*DIRECTIONS*
If a line in the data below contains the word "Громовой", copy it out.

::::::

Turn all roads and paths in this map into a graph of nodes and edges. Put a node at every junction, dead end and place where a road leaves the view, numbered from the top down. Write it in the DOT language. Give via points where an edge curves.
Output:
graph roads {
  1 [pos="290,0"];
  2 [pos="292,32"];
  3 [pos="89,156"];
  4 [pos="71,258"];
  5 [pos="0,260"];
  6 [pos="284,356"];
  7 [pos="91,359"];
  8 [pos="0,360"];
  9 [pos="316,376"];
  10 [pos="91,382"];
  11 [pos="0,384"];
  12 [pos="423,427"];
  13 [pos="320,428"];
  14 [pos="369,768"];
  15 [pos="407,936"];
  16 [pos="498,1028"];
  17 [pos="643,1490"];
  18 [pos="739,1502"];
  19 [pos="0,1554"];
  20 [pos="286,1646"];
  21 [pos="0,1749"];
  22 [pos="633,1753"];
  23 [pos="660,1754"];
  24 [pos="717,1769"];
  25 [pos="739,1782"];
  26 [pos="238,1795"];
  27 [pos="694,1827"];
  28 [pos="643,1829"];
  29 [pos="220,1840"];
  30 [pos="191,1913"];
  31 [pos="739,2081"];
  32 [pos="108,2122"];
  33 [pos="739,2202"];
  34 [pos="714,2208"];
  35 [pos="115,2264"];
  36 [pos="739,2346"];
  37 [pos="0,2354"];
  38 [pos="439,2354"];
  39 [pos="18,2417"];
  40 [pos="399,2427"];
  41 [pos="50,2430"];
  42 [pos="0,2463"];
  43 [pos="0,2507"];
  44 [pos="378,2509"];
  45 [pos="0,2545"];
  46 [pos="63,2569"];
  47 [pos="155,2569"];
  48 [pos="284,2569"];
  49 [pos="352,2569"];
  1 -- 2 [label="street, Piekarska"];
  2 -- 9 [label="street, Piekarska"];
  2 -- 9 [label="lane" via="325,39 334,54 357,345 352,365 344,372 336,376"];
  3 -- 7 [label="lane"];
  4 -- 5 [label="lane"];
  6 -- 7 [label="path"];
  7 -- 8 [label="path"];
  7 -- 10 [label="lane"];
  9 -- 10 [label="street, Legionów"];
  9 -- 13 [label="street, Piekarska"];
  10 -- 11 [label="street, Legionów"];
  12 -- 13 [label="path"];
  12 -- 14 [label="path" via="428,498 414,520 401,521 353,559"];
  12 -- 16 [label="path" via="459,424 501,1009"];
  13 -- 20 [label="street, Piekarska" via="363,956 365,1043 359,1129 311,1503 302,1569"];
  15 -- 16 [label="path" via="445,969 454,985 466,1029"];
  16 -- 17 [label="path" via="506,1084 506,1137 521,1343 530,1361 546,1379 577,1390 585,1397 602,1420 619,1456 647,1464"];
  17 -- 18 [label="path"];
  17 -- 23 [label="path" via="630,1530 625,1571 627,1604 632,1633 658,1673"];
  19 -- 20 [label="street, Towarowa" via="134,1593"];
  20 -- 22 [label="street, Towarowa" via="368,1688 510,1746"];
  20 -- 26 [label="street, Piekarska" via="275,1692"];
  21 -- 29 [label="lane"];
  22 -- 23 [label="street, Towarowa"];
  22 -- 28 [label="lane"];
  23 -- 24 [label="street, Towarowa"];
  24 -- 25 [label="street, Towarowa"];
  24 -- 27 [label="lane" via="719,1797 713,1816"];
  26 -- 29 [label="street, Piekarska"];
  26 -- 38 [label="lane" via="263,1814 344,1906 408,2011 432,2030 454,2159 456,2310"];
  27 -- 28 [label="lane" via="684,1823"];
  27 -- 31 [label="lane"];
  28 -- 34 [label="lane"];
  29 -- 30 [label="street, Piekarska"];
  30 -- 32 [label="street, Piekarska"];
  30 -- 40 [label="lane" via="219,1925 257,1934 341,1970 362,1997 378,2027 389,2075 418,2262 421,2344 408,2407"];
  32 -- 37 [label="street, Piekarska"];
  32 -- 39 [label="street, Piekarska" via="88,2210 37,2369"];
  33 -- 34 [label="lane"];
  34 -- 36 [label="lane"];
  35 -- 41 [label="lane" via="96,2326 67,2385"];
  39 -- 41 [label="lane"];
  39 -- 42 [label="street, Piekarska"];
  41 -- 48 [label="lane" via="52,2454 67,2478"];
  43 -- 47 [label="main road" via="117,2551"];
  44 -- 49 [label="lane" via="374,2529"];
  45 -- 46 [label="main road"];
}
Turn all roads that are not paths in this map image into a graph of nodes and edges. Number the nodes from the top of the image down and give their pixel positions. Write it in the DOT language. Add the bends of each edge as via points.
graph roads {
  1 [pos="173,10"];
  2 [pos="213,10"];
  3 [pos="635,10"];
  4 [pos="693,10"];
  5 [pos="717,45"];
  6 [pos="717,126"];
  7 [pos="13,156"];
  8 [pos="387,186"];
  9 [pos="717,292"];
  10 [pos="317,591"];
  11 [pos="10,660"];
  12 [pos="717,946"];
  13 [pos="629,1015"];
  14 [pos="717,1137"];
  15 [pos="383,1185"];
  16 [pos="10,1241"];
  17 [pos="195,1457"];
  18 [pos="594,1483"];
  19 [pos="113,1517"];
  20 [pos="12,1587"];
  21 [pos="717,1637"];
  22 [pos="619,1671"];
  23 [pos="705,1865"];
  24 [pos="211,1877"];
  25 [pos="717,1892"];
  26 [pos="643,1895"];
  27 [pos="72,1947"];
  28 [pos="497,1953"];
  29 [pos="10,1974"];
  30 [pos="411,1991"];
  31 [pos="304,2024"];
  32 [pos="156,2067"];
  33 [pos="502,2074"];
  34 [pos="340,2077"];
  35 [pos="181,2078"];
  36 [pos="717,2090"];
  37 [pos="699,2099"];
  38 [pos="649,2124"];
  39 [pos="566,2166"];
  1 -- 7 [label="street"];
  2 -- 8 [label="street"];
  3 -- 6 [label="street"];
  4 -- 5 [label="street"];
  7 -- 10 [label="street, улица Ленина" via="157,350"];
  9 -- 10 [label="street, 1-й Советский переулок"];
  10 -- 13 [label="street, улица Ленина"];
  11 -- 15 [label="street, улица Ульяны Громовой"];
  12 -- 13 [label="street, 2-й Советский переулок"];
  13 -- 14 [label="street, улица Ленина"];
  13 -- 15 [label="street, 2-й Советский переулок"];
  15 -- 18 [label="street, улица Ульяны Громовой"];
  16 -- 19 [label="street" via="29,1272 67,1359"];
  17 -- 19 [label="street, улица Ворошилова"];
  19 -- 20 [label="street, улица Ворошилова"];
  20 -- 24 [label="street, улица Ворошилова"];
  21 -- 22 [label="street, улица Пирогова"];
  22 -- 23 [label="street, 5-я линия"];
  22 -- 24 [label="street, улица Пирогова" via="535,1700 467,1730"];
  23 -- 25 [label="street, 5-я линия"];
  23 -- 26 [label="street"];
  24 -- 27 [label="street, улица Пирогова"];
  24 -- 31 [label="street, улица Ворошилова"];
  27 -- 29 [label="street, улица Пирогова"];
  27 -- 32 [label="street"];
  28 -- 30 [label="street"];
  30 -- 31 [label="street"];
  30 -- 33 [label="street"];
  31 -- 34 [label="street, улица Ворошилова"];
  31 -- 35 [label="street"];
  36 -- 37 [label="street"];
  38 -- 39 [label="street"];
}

::::::

*RESULT OF THE TASK*
  11 -- 15 [label="street, улица Ульяны Громовой"];
  15 -- 18 [label="street, улица Ульяны Громовой"];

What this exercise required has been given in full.